Highlights & Insights¶
- Plug-and-play design: TCO can be applied to any pre-trained MVT without architecture modification or retraining.
- The perspective shift of "priors as constraints rather than inputs" is elegant.
- The strategy of fine-tuning the shared decoder with LoRA cleverly exploits inter-modality synergy.
- It aligns with the broader trend of test-time compute scaling.
Limitations & Future Work¶
- Test-time optimization introduces additional inference latency.
- The quality of priors directly impacts optimization; noisy priors may be detrimental.

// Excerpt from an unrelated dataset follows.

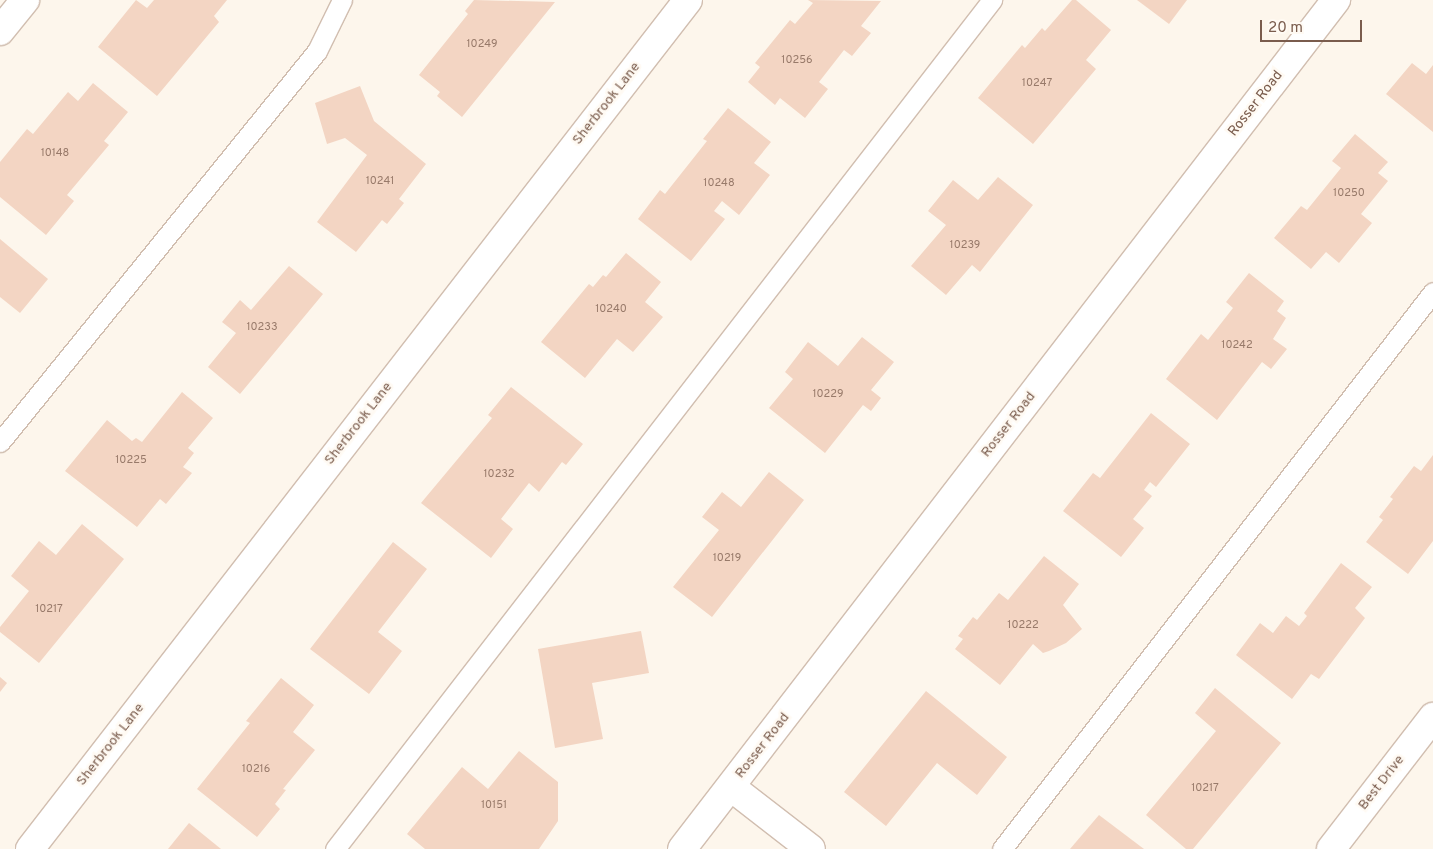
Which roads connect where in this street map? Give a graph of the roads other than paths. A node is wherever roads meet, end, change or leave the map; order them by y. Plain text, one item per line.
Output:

- Validation has primarily focused on indoor scenes; applicability to large-scale outdoor scenes remains to be explored.
Related Work & Insights¶
- Consistent in spirit with test-time fine-tuning methods like Test3R and TTT3R, but TCO is more general.
- Provides inspiration for other 3D tasks requiring the integration of multi-modal priors.
Rating¶
- Novelty: ⭐⭐⭐⭐ — The idea of treat priors as constraints rather than inputs is novel.
- Technical Depth: ⭐⭐⭐⭐ — Reasonable combined design of self-supervision + prior constraints + LoRA.
- Experimental Thoroughness: ⭐⭐⭐⭐ — Verified across multiple datasets and prior types.
- Value: ⭐⭐⭐⭐ — High versatility due to its plug-and-play nature.